“Sans effort de redressement, le déficit public pourrait atteindre environ 7 % du Produit Intérieur Brut (PIB) en décembre 2025” a averti l’exécutif en présentant son budget 2025. Aussi, afin de faire face à ce mur budgétaire, le Gouvernement a cherché ses solutions pour faire baisser au plus vite un déficit abyssal et menaçant. La série d’actions présentée qui fait appel à « un effort partagé » doit, selon lui, permettre de ramener le déficit à 5 % du PIB d’ici fin 2025.
L’effort demandé est aussi « urgent que nécessaire » insistent le ministre de l’Économie et des Finances Antoine Armand, et Laurent Saint-Martin, le ministre délégué chargé du Budget lors de la présentation de ce budget de quasi crise financière. « Aussi urgent que nécessaire pour renouer avec une trajectoire budgétaire soutenable, qui préserve nos conditions de financement et nous permette à terme de stabiliser, puis de réduire notre endettement » ont-ils précisé. Pour y parvenir, le gouvernement mise sur des mesures de maitrise budgétaire de 60,6 milliards d’euros. Cela passera par une baisse des dépenses publiques de l’ordre de 41,3 milliards d’euros dont 21,5 milliards pour l’État, 14,8 milliards pour la Sécurité sociale et 5 milliards pour les collectivités territoriales ; et par une augmentation des recettes (19,3 milliards d’euros) via « des contributions fiscales exceptionnelles, temporaires et ciblées ».
Pour ce budget, l’exécutif entend donner des coups de rabot un peu partout. Le budget de l’Education nationale qui est le premier poste budgétaire de l’Etat prévoit notamment 4000 postes d’enseignants en moins par rapport à 2024, principalement en maternelle et en élémentaire.

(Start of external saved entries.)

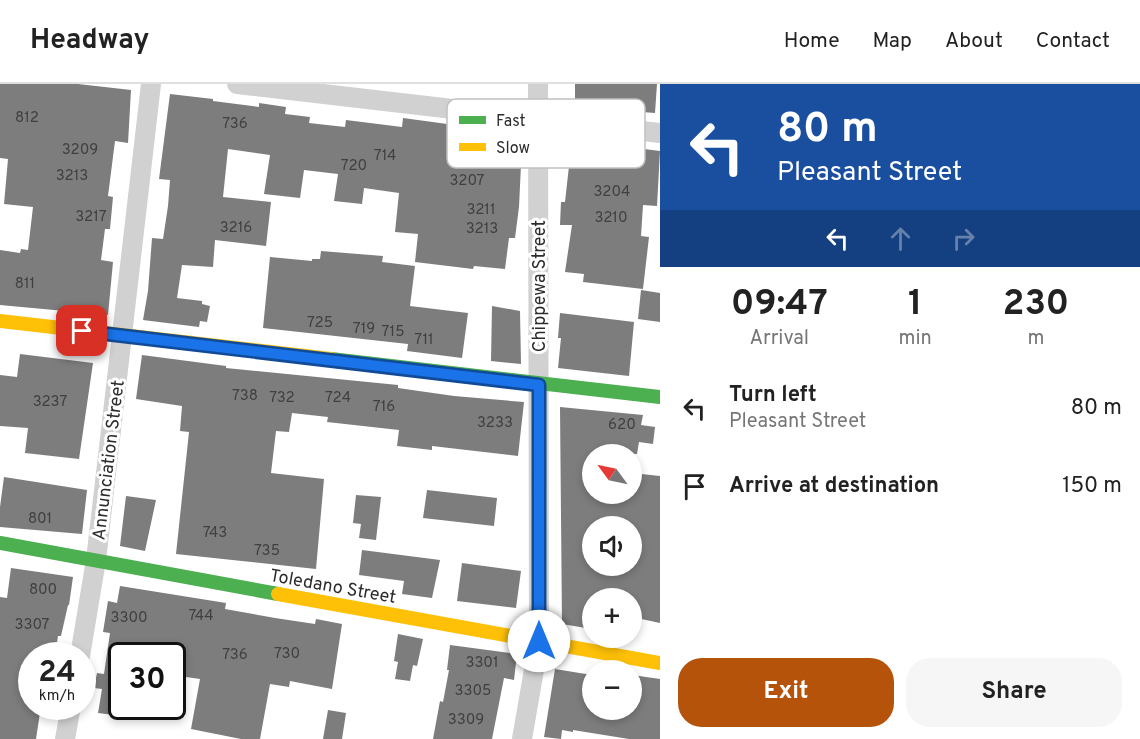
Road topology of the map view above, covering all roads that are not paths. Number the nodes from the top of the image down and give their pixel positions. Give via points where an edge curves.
1 (151, 84) edge
2 (237, 84) edge
3 (447, 108) edge
4 (645, 131) edge
5 (660, 133) edge
6 (538, 168) edge
7 (0, 321) edge
8 (123, 335) junction
9 (539, 385) junction
10 (660, 398) edge
11 (0, 543) edge
12 (96, 560) junction
13 (539, 641) junction
14 (82, 642) edge
15 (660, 663) edge
16 (68, 720) edge
17 (65, 739) edge
18 (522, 739) edge

1 - 8 street, Annunciation Street
2 - 3 street
4 - 5 street
6 - 9 street, Chippewa Street
7 - 8 street
8 - 9 street
8 - 12 street, Annunciation Street
9 - 10 street
9 - 13 street, Chippewa Street
11 - 12 street, Toledano Street
12 - 13 street, Toledano Street
12 - 14 street, Annunciation Street
13 - 15 street, Toledano Street
13 - 18 street, Chippewa Street
16 - 17 street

La Rue de Grenelle explique ce choix par « la baisse du nombre d’élèves qui devrait s’accélérer avec 97.000 élèves en moins à la rentrée 2025 ». Reste que le budget de l’Education nationale pour 2025 est de 63 milliards d’euros, globalement stable par rapport à 2024.
Le budget du ministère de la justice s’élève à 10,24 milliards d’euros, un montant en très légère hausse par rapport à celui de 2024 (+0,11 milliard d’euros) mais qui est inférieur à celui qui était annoncé pour 2025 avec la loi de programmation de la justice, adoptée en octobre 2023 (10,68 milliards). Cette réduction de presque 500 millions d’euros en moins n’a évidemment pas fait plaisir au Garde des sceaux, Didier Migaud qui a menacé de démissionner si son budget n’était pas revu à la hausse. « Il est demandé un effort sur les primes (à l’embauche) de 1,2 milliard d’euros » a indiqué le ministère du Travail jugeant prudemment que la piste d’une aide unique ramenée de 6 000 à 4 500 euros n’était pour le moment qu’un « scenario parmi d’autres ».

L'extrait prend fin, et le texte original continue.